(Saved data entries)
--------------------
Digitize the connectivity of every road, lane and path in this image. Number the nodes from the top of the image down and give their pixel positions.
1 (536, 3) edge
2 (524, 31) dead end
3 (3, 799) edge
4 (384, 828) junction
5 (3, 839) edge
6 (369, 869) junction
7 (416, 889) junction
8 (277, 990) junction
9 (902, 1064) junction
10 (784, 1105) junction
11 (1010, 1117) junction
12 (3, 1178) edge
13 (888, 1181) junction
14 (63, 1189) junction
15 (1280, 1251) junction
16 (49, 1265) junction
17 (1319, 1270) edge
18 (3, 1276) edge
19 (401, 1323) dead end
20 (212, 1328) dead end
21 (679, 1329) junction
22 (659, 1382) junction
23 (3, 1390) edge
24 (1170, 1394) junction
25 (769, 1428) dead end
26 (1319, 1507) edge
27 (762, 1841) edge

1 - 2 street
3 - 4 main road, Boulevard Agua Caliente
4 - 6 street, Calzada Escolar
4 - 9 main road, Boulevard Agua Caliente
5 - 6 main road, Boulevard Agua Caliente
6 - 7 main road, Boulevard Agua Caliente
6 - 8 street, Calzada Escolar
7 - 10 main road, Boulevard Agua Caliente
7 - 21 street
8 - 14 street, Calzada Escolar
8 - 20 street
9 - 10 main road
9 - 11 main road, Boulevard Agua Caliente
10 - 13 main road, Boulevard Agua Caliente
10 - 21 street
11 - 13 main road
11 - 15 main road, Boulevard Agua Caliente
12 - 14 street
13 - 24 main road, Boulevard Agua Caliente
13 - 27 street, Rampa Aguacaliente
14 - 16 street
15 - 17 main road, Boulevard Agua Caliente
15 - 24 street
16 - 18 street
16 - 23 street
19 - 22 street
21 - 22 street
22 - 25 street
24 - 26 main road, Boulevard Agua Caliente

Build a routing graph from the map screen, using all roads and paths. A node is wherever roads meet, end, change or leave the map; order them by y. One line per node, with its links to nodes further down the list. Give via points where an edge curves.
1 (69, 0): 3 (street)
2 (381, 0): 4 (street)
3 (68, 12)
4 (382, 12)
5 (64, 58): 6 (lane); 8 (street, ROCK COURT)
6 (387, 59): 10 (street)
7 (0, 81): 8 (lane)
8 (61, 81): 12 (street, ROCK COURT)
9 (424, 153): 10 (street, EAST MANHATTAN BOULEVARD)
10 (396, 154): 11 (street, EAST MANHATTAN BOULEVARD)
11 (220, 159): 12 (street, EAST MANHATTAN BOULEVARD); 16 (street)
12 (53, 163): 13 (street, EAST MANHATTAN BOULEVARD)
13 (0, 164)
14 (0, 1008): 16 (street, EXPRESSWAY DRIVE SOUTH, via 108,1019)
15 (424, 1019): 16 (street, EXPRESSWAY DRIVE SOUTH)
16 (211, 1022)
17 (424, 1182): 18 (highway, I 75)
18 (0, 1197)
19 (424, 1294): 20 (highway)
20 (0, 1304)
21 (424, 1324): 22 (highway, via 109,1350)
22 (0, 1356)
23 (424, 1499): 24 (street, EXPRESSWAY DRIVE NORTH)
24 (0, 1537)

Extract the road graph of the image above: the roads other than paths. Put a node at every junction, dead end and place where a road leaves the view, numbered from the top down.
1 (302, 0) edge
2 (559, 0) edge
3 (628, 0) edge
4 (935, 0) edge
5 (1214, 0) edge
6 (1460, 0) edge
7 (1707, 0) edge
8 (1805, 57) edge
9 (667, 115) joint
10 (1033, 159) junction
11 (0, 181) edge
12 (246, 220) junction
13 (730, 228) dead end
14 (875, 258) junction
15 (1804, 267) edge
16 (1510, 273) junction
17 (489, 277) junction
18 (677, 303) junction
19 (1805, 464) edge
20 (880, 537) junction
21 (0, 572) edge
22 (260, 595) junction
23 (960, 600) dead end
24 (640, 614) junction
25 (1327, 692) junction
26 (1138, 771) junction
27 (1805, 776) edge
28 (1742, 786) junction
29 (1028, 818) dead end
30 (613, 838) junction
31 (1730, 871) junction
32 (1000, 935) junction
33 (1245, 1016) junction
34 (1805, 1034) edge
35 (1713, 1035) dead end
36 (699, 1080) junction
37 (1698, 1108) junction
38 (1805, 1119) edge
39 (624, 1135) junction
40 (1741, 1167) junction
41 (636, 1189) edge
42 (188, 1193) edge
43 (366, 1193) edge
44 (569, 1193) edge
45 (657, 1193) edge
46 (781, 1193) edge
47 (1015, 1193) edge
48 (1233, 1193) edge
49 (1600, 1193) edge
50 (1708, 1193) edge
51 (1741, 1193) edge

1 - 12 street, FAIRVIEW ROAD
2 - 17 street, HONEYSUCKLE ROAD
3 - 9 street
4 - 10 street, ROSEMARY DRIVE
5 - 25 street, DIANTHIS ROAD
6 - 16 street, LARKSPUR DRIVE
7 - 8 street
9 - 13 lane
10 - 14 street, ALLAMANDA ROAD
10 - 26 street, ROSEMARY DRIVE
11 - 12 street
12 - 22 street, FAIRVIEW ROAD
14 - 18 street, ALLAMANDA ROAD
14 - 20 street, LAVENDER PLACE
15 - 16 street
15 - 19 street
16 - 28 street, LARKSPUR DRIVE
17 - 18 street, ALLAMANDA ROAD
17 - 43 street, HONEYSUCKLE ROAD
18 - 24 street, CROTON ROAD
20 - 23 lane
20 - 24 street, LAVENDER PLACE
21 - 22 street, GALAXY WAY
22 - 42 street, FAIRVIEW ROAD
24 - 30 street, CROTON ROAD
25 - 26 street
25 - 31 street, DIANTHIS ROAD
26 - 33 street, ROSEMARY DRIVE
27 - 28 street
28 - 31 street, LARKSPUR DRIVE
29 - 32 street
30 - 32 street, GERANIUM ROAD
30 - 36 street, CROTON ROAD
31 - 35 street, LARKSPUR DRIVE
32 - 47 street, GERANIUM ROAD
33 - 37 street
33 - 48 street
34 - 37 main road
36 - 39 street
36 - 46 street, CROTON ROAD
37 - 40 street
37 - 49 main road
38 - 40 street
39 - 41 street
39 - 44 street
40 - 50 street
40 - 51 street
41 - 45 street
--------------------
**BRIEF:** Retyping every line above exactly is all that is needed.

**EXPECTED OUTPUT:**
Digitize the connectivity of every road, lane and path in this image. Number the nodes from the top of the image down and give their pixel positions.
1 (536, 3) edge
2 (524, 31) dead end
3 (3, 799) edge
4 (384, 828) junction
5 (3, 839) edge
6 (369, 869) junction
7 (416, 889) junction
8 (277, 990) junction
9 (902, 1064) junction
10 (784, 1105) junction
11 (1010, 1117) junction
12 (3, 1178) edge
13 (888, 1181) junction
14 (63, 1189) junction
15 (1280, 1251) junction
16 (49, 1265) junction
17 (1319, 1270) edge
18 (3, 1276) edge
19 (401, 1323) dead end
20 (212, 1328) dead end
21 (679, 1329) junction
22 (659, 1382) junction
23 (3, 1390) edge
24 (1170, 1394) junction
25 (769, 1428) dead end
26 (1319, 1507) edge
27 (762, 1841) edge

1 - 2 street
3 - 4 main road, Boulevard Agua Caliente
4 - 6 street, Calzada Escolar
4 - 9 main road, Boulevard Agua Caliente
5 - 6 main road, Boulevard Agua Caliente
6 - 7 main road, Boulevard Agua Caliente
6 - 8 street, Calzada Escolar
7 - 10 main road, Boulevard Agua Caliente
7 - 21 street
8 - 14 street, Calzada Escolar
8 - 20 street
9 - 10 main road
9 - 11 main road, Boulevard Agua Caliente
10 - 13 main road, Boulevard Agua Caliente
10 - 21 street
11 - 13 main road
11 - 15 main road, Boulevard Agua Caliente
12 - 14 street
13 - 24 main road, Boulevard Agua Caliente
13 - 27 street, Rampa Aguacaliente
14 - 16 street
15 - 17 main road, Boulevard Agua Caliente
15 - 24 street
16 - 18 street
16 - 23 street
19 - 22 street
21 - 22 street
22 - 25 street
24 - 26 main road, Boulevard Agua Caliente

Build a routing graph from the map screen, using all roads and paths. A node is wherever roads meet, end, change or leave the map; order them by y. One line per node, with its links to nodes further down the list. Give via points where an edge curves.
1 (69, 0): 3 (street)
2 (381, 0): 4 (street)
3 (68, 12)
4 (382, 12)
5 (64, 58): 6 (lane); 8 (street, ROCK COURT)
6 (387, 59): 10 (street)
7 (0, 81): 8 (lane)
8 (61, 81): 12 (street, ROCK COURT)
9 (424, 153): 10 (street, EAST MANHATTAN BOULEVARD)
10 (396, 154): 11 (street, EAST MANHATTAN BOULEVARD)
11 (220, 159): 12 (street, EAST MANHATTAN BOULEVARD); 16 (street)
12 (53, 163): 13 (street, EAST MANHATTAN BOULEVARD)
13 (0, 164)
14 (0, 1008): 16 (street, EXPRESSWAY DRIVE SOUTH, via 108,1019)
15 (424, 1019): 16 (street, EXPRESSWAY DRIVE SOUTH)
16 (211, 1022)
17 (424, 1182): 18 (highway, I 75)
18 (0, 1197)
19 (424, 1294): 20 (highway)
20 (0, 1304)
21 (424, 1324): 22 (highway, via 109,1350)
22 (0, 1356)
23 (424, 1499): 24 (street, EXPRESSWAY DRIVE NORTH)
24 (0, 1537)

Extract the road graph of the image above: the roads other than paths. Put a node at every junction, dead end and place where a road leaves the view, numbered from the top down.
1 (302, 0) edge
2 (559, 0) edge
3 (628, 0) edge
4 (935, 0) edge
5 (1214, 0) edge
6 (1460, 0) edge
7 (1707, 0) edge
8 (1805, 57) edge
9 (667, 115) joint
10 (1033, 159) junction
11 (0, 181) edge
12 (246, 220) junction
13 (730, 228) dead end
14 (875, 258) junction
15 (1804, 267) edge
16 (1510, 273) junction
17 (489, 277) junction
18 (677, 303) junction
19 (1805, 464) edge
20 (880, 537) junction
21 (0, 572) edge
22 (260, 595) junction
23 (960, 600) dead end
24 (640, 614) junction
25 (1327, 692) junction
26 (1138, 771) junction
27 (1805, 776) edge
28 (1742, 786) junction
29 (1028, 818) dead end
30 (613, 838) junction
31 (1730, 871) junction
32 (1000, 935) junction
33 (1245, 1016) junction
34 (1805, 1034) edge
35 (1713, 1035) dead end
36 (699, 1080) junction
37 (1698, 1108) junction
38 (1805, 1119) edge
39 (624, 1135) junction
40 (1741, 1167) junction
41 (636, 1189) edge
42 (188, 1193) edge
43 (366, 1193) edge
44 (569, 1193) edge
45 (657, 1193) edge
46 (781, 1193) edge
47 (1015, 1193) edge
48 (1233, 1193) edge
49 (1600, 1193) edge
50 (1708, 1193) edge
51 (1741, 1193) edge

1 - 12 street, FAIRVIEW ROAD
2 - 17 street, HONEYSUCKLE ROAD
3 - 9 street
4 - 10 street, ROSEMARY DRIVE
5 - 25 street, DIANTHIS ROAD
6 - 16 street, LARKSPUR DRIVE
7 - 8 street
9 - 13 lane
10 - 14 street, ALLAMANDA ROAD
10 - 26 street, ROSEMARY DRIVE
11 - 12 street
12 - 22 street, FAIRVIEW ROAD
14 - 18 street, ALLAMANDA ROAD
14 - 20 street, LAVENDER PLACE
15 - 16 street
15 - 19 street
16 - 28 street, LARKSPUR DRIVE
17 - 18 street, ALLAMANDA ROAD
17 - 43 street, HONEYSUCKLE ROAD
18 - 24 street, CROTON ROAD
20 - 23 lane
20 - 24 street, LAVENDER PLACE
21 - 22 street, GALAXY WAY
22 - 42 street, FAIRVIEW ROAD
24 - 30 street, CROTON ROAD
25 - 26 street
25 - 31 street, DIANTHIS ROAD
26 - 33 street, ROSEMARY DRIVE
27 - 28 street
28 - 31 street, LARKSPUR DRIVE
29 - 32 street
30 - 32 street, GERANIUM ROAD
30 - 36 street, CROTON ROAD
31 - 35 street, LARKSPUR DRIVE
32 - 47 street, GERANIUM ROAD
33 - 37 street
33 - 48 street
34 - 37 main road
36 - 39 street
36 - 46 street, CROTON ROAD
37 - 40 street
37 - 49 main road
38 - 40 street
39 - 41 street
39 - 44 street
40 - 50 street
40 - 51 street
41 - 45 street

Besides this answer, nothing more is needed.